Urban development authorities, municipal corporations, and public works departments across the country appear to be ignoring safety standards. Open drains, uncovered sewer lines, roadside excavations, and potholes have become commonplace. Construction materials lying on roads constrict traffic and pose a serious hazard at night. The situation is further exacerbated when roads are left dug up for months, and construction materials remain scattered without reflectors, making them invisible in low light.

These are systemic failures that we ignore until a major accident occurs. Government agencies aren’t solely responsible for this situation. Builders violate safety regulations, mining mafias damage roads with overloaded vehicles, and small trucks ignore load limits. Profits are placed above human life. The situation worsens when the administration remains silent. Apathy, political pressure, corruption, and influential nexus weaken oversight, and violations continue unchecked. My experience filing an FIR against the Public Works Department for dangerous roads in Udham Singh Nagar, Uttarakhand, demonstrates this. Instead of correcting the mistake, the entire system became preoccupied with protecting itself. This mentality persists even today.

No driver should have to face a water-filled pothole on a familiar road. The excuse of fog is also unacceptable, as it happens in winter. What’s serious is that a similar accident had occurred at the same location in Noida a few days earlier, yet safety measures were not taken. It was a high-risk “black spot” with poor lighting, a blind curve, standing water, and a deep pothole. Multiple emergency agencies rushed to the scene, but lacked adequate equipment, coordination, or readiness. Such helplessness is unforgivable when systems like the police, SDRF, and fire service are in place.

This tragedy was entirely preventable. The danger should have been identified earlier. Any excavation near the road must be secured with barricades, reflectors, warning lights, and railings. Blind turns should never lead to unprotected water bodies. Construction sites should not be allowed to remain unattended overnight. Safety audits should be mandatory, and citizen complaints should be promptly addressed. If a better-equipped SDRF team had been called in earlier and senior officials informed immediately, the outcome might have been different. The job of emergency teams is not to avoid risk, but to deal with it.

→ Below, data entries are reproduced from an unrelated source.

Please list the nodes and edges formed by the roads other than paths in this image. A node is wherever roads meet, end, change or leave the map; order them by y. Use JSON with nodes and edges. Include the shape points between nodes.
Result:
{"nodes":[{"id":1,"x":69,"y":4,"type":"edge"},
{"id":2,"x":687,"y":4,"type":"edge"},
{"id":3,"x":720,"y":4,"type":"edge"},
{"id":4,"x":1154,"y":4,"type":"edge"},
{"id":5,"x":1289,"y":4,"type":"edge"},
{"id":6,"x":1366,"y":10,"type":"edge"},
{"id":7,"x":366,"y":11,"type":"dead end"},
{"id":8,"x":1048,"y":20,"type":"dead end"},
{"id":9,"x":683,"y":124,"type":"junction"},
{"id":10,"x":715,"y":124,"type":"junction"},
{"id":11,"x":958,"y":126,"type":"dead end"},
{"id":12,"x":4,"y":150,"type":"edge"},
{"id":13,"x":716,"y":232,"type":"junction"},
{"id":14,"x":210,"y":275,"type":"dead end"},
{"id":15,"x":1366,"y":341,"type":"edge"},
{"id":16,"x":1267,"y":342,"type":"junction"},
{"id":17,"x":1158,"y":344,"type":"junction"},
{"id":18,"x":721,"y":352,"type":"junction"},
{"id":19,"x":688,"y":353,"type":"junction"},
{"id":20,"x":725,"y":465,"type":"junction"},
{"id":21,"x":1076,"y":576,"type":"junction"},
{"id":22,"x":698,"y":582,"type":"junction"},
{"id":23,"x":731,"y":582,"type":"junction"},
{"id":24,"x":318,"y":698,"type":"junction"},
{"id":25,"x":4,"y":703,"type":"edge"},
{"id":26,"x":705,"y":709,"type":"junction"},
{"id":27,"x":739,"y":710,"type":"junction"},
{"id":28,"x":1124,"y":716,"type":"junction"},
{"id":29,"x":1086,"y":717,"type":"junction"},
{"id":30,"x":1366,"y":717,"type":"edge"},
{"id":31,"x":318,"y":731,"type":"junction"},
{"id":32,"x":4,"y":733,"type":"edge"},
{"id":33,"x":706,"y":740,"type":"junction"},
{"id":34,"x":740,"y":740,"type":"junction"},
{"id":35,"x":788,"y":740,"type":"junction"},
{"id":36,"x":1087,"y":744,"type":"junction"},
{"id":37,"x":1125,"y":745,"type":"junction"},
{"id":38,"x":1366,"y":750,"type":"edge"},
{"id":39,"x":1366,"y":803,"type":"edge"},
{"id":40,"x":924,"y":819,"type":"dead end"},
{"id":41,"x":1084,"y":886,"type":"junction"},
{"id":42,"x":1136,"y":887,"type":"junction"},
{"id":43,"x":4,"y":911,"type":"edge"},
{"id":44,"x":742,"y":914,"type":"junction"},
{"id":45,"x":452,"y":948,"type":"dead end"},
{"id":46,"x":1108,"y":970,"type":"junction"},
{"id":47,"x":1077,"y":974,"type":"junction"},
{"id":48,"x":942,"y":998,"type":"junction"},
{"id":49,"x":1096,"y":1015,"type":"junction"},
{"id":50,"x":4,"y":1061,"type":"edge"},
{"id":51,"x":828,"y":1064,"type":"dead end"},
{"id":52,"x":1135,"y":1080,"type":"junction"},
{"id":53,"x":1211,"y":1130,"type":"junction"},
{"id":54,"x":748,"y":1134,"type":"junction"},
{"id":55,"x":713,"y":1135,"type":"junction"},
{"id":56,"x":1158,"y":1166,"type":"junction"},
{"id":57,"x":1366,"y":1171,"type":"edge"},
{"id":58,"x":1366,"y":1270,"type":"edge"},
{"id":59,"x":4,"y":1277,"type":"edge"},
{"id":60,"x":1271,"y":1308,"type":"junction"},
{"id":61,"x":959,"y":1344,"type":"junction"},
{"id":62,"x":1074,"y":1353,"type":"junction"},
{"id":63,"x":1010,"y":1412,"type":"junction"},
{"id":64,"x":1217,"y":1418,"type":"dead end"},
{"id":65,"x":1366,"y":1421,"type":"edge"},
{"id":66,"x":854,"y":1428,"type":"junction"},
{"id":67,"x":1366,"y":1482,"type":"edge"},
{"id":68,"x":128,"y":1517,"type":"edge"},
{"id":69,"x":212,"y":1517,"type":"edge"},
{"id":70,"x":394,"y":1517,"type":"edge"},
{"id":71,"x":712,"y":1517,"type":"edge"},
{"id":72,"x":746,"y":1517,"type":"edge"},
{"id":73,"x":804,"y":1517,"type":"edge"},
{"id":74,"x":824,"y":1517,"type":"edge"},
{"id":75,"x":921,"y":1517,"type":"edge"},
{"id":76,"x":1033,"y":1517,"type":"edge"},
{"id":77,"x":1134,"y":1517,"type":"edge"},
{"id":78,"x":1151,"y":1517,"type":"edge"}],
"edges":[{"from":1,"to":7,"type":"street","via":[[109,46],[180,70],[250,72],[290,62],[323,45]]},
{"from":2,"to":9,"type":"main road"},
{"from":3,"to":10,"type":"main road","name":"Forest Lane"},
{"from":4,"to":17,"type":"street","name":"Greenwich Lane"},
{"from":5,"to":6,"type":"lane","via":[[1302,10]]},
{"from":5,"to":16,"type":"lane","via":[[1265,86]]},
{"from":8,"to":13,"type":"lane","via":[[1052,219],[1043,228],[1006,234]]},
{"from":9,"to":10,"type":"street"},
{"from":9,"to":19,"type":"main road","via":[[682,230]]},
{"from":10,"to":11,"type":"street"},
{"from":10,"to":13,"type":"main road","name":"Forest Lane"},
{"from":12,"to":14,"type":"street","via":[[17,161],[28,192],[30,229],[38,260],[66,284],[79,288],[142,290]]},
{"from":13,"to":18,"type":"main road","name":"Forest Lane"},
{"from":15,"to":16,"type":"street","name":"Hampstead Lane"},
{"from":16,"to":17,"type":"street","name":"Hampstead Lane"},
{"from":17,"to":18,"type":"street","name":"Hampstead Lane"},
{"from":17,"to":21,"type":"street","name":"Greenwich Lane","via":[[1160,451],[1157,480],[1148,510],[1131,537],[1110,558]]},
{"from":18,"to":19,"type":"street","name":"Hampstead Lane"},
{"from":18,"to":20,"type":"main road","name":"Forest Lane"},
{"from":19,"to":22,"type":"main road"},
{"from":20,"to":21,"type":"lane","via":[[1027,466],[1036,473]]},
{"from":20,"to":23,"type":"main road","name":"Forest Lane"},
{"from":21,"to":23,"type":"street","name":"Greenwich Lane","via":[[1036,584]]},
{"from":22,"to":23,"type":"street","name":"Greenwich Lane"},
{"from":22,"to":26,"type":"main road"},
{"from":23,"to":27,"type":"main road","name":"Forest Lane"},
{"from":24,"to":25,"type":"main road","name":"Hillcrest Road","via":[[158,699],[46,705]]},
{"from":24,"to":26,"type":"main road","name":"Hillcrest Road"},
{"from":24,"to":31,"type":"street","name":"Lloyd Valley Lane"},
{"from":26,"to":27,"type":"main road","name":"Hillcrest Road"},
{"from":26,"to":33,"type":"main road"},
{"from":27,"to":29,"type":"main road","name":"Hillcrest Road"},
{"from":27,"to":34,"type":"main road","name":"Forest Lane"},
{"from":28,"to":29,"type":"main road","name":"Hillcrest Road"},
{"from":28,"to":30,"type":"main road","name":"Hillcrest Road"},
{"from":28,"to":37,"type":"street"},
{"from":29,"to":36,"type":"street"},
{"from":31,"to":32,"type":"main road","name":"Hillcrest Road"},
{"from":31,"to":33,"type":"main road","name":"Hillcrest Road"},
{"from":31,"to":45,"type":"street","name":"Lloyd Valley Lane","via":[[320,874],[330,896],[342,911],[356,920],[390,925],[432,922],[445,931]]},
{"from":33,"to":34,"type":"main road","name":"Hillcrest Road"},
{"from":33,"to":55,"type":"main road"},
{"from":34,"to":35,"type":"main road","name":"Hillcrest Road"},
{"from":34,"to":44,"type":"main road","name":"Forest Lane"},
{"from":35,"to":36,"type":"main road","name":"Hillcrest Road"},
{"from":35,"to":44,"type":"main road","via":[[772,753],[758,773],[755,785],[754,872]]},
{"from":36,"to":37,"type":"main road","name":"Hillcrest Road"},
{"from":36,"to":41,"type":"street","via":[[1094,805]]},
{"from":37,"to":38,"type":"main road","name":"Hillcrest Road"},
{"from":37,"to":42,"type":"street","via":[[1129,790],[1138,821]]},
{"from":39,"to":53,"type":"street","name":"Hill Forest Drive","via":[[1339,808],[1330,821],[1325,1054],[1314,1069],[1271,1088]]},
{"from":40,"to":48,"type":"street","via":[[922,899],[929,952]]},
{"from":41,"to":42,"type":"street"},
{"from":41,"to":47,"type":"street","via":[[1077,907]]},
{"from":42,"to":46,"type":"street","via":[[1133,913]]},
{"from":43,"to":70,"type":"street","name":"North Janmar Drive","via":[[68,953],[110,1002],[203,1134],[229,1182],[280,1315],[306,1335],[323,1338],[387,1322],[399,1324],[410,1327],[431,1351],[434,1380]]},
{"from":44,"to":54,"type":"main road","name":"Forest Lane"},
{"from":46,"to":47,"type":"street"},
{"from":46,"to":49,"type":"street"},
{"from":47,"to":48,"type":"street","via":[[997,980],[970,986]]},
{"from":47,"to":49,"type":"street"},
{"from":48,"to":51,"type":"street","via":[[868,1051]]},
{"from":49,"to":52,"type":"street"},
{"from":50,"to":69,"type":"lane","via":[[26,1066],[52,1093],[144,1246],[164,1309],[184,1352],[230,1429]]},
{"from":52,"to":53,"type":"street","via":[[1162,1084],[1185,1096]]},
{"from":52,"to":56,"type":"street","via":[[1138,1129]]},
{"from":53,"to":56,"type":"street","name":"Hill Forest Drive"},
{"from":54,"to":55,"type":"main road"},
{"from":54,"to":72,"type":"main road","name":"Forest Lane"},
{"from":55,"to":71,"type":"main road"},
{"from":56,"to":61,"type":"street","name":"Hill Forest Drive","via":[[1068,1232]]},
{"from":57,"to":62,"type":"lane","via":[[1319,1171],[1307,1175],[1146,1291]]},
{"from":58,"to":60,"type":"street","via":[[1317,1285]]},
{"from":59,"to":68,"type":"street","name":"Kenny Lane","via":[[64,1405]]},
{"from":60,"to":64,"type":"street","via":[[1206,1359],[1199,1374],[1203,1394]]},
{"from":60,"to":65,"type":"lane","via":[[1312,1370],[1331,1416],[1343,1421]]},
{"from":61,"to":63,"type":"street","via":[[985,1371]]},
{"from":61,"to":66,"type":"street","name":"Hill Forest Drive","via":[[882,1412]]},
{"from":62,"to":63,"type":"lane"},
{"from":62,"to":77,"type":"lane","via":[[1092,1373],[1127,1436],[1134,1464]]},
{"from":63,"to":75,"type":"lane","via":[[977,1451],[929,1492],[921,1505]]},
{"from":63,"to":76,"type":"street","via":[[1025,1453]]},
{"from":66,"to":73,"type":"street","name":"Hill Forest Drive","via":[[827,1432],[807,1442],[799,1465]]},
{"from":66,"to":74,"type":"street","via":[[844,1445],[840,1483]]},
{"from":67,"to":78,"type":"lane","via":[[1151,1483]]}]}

While Noida demonstrated infrastructure failures, Indore exposed the weaknesses of civic health protection. Despite complaints of foul-smelling water, timely action was not taken, leading to the deaths of many people. This happened in a city lauded for its cleanliness. Cosmetic achievements are no substitute for genuine public health vigilance. We often accept broken roads, leaking pipelines, and unsafe construction as normal. Governance becomes reactive rather than preventative. Accountability is briefly visible after a tragedy and then disappears.

Public safety cannot be compromised. Identification of accident-prone black spots, mandatory safety measures, regular audits of construction sites, strict penalties for negligence, timely grievance redressal, and robust emergency units are essential. Development without public safety is not progress. Infrastructure is meant to save lives, not to gamble with it. If we can build expressways and launch satellites, we can also ensure safe roads, clean drinking water, and effective emergency systems. The lack is not of resources, but of will. Unless accountability is established and strictly enforced, and negligence is criminalized, such tragedies will continue to recur. Genuine reform is the only way forward; otherwise, we will simply wait for the next tragedy.